Input for this task:
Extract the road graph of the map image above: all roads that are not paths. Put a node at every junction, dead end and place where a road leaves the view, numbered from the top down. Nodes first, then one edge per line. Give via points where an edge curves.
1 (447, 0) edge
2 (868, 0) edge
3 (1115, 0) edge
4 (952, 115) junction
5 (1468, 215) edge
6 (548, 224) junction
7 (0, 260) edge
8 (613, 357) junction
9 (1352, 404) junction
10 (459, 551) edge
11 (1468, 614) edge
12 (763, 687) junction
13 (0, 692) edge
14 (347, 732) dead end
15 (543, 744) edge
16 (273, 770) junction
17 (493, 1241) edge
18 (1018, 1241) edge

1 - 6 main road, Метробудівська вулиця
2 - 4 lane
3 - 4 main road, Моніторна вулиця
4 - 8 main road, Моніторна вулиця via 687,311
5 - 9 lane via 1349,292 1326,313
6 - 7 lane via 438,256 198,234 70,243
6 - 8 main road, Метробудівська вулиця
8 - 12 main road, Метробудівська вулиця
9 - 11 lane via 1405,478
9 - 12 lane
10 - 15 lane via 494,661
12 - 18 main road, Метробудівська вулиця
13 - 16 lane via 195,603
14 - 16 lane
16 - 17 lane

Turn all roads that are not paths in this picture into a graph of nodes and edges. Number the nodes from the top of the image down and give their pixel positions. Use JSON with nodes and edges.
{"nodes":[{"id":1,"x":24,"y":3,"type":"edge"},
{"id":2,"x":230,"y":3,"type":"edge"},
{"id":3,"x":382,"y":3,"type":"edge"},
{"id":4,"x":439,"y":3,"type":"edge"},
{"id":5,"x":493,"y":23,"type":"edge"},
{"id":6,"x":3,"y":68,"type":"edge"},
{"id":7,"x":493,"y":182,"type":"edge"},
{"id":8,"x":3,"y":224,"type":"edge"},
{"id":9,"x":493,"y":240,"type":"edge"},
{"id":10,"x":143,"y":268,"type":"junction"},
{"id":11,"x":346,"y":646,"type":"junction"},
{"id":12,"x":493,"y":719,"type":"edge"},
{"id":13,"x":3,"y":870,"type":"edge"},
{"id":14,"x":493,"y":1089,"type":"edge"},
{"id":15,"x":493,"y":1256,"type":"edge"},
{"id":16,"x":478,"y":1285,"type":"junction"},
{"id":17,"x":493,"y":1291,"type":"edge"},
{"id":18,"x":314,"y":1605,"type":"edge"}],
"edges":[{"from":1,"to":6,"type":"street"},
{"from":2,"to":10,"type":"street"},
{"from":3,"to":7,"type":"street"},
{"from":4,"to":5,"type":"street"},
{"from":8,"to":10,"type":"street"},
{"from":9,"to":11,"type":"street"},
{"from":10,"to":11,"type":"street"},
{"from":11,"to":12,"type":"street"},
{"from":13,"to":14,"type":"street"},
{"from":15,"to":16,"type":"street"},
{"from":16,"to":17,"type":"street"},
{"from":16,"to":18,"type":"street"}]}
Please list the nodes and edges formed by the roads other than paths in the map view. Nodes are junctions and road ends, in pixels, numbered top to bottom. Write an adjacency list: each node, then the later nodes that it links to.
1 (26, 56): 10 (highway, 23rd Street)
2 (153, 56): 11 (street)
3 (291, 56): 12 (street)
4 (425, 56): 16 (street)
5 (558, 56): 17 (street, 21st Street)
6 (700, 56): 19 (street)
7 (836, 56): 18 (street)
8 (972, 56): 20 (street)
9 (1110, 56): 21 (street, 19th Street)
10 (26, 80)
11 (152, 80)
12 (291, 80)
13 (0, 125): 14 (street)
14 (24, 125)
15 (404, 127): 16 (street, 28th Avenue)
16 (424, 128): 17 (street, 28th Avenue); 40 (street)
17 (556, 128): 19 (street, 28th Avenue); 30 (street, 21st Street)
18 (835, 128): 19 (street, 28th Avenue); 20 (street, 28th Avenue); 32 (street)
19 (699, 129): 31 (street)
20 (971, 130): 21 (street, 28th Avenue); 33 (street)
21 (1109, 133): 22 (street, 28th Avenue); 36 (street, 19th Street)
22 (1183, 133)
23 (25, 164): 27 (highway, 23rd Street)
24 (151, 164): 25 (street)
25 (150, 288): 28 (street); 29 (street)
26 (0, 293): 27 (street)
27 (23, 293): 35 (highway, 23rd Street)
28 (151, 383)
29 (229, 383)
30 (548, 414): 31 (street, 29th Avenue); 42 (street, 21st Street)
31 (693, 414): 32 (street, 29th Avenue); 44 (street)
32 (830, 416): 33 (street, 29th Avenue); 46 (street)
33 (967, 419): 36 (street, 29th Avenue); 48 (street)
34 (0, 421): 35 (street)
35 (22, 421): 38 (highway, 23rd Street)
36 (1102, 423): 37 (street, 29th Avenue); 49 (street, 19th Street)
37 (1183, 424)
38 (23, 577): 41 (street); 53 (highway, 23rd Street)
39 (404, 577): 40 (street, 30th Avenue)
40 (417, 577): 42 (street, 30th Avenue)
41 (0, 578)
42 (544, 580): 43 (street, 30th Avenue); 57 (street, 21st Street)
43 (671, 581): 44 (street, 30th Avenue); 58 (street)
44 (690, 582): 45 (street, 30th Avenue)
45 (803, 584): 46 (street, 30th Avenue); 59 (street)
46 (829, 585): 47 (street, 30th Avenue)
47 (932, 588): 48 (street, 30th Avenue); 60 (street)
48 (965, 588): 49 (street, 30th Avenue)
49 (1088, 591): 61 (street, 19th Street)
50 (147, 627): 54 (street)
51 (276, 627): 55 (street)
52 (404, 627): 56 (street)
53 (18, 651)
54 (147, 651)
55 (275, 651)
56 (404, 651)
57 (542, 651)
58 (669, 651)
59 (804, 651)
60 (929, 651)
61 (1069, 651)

Problem:
Print all of the data exactly as it was given.

Response to this exercise:
Extract the road graph of the map image above: all roads that are not paths. Put a node at every junction, dead end and place where a road leaves the view, numbered from the top down. Nodes first, then one edge per line. Give via points where an edge curves.
1 (447, 0) edge
2 (868, 0) edge
3 (1115, 0) edge
4 (952, 115) junction
5 (1468, 215) edge
6 (548, 224) junction
7 (0, 260) edge
8 (613, 357) junction
9 (1352, 404) junction
10 (459, 551) edge
11 (1468, 614) edge
12 (763, 687) junction
13 (0, 692) edge
14 (347, 732) dead end
15 (543, 744) edge
16 (273, 770) junction
17 (493, 1241) edge
18 (1018, 1241) edge

1 - 6 main road, Метробудівська вулиця
2 - 4 lane
3 - 4 main road, Моніторна вулиця
4 - 8 main road, Моніторна вулиця via 687,311
5 - 9 lane via 1349,292 1326,313
6 - 7 lane via 438,256 198,234 70,243
6 - 8 main road, Метробудівська вулиця
8 - 12 main road, Метробудівська вулиця
9 - 11 lane via 1405,478
9 - 12 lane
10 - 15 lane via 494,661
12 - 18 main road, Метробудівська вулиця
13 - 16 lane via 195,603
14 - 16 lane
16 - 17 lane

Turn all roads that are not paths in this picture into a graph of nodes and edges. Number the nodes from the top of the image down and give their pixel positions. Use JSON with nodes and edges.
{"nodes":[{"id":1,"x":24,"y":3,"type":"edge"},
{"id":2,"x":230,"y":3,"type":"edge"},
{"id":3,"x":382,"y":3,"type":"edge"},
{"id":4,"x":439,"y":3,"type":"edge"},
{"id":5,"x":493,"y":23,"type":"edge"},
{"id":6,"x":3,"y":68,"type":"edge"},
{"id":7,"x":493,"y":182,"type":"edge"},
{"id":8,"x":3,"y":224,"type":"edge"},
{"id":9,"x":493,"y":240,"type":"edge"},
{"id":10,"x":143,"y":268,"type":"junction"},
{"id":11,"x":346,"y":646,"type":"junction"},
{"id":12,"x":493,"y":719,"type":"edge"},
{"id":13,"x":3,"y":870,"type":"edge"},
{"id":14,"x":493,"y":1089,"type":"edge"},
{"id":15,"x":493,"y":1256,"type":"edge"},
{"id":16,"x":478,"y":1285,"type":"junction"},
{"id":17,"x":493,"y":1291,"type":"edge"},
{"id":18,"x":314,"y":1605,"type":"edge"}],
"edges":[{"from":1,"to":6,"type":"street"},
{"from":2,"to":10,"type":"street"},
{"from":3,"to":7,"type":"street"},
{"from":4,"to":5,"type":"street"},
{"from":8,"to":10,"type":"street"},
{"from":9,"to":11,"type":"street"},
{"from":10,"to":11,"type":"street"},
{"from":11,"to":12,"type":"street"},
{"from":13,"to":14,"type":"street"},
{"from":15,"to":16,"type":"street"},
{"from":16,"to":17,"type":"street"},
{"from":16,"to":18,"type":"street"}]}
Please list the nodes and edges formed by the roads other than paths in the map view. Nodes are junctions and road ends, in pixels, numbered top to bottom. Write an adjacency list: each node, then the later nodes that it links to.
1 (26, 56): 10 (highway, 23rd Street)
2 (153, 56): 11 (street)
3 (291, 56): 12 (street)
4 (425, 56): 16 (street)
5 (558, 56): 17 (street, 21st Street)
6 (700, 56): 19 (street)
7 (836, 56): 18 (street)
8 (972, 56): 20 (street)
9 (1110, 56): 21 (street, 19th Street)
10 (26, 80)
11 (152, 80)
12 (291, 80)
13 (0, 125): 14 (street)
14 (24, 125)
15 (404, 127): 16 (street, 28th Avenue)
16 (424, 128): 17 (street, 28th Avenue); 40 (street)
17 (556, 128): 19 (street, 28th Avenue); 30 (street, 21st Street)
18 (835, 128): 19 (street, 28th Avenue); 20 (street, 28th Avenue); 32 (street)
19 (699, 129): 31 (street)
20 (971, 130): 21 (street, 28th Avenue); 33 (street)
21 (1109, 133): 22 (street, 28th Avenue); 36 (street, 19th Street)
22 (1183, 133)
23 (25, 164): 27 (highway, 23rd Street)
24 (151, 164): 25 (street)
25 (150, 288): 28 (street); 29 (street)
26 (0, 293): 27 (street)
27 (23, 293): 35 (highway, 23rd Street)
28 (151, 383)
29 (229, 383)
30 (548, 414): 31 (street, 29th Avenue); 42 (street, 21st Street)
31 (693, 414): 32 (street, 29th Avenue); 44 (street)
32 (830, 416): 33 (street, 29th Avenue); 46 (street)
33 (967, 419): 36 (street, 29th Avenue); 48 (street)
34 (0, 421): 35 (street)
35 (22, 421): 38 (highway, 23rd Street)
36 (1102, 423): 37 (street, 29th Avenue); 49 (street, 19th Street)
37 (1183, 424)
38 (23, 577): 41 (street); 53 (highway, 23rd Street)
39 (404, 577): 40 (street, 30th Avenue)
40 (417, 577): 42 (street, 30th Avenue)
41 (0, 578)
42 (544, 580): 43 (street, 30th Avenue); 57 (street, 21st Street)
43 (671, 581): 44 (street, 30th Avenue); 58 (street)
44 (690, 582): 45 (street, 30th Avenue)
45 (803, 584): 46 (street, 30th Avenue); 59 (street)
46 (829, 585): 47 (street, 30th Avenue)
47 (932, 588): 48 (street, 30th Avenue); 60 (street)
48 (965, 588): 49 (street, 30th Avenue)
49 (1088, 591): 61 (street, 19th Street)
50 (147, 627): 54 (street)
51 (276, 627): 55 (street)
52 (404, 627): 56 (street)
53 (18, 651)
54 (147, 651)
55 (275, 651)
56 (404, 651)
57 (542, 651)
58 (669, 651)
59 (804, 651)
60 (929, 651)
61 (1069, 651)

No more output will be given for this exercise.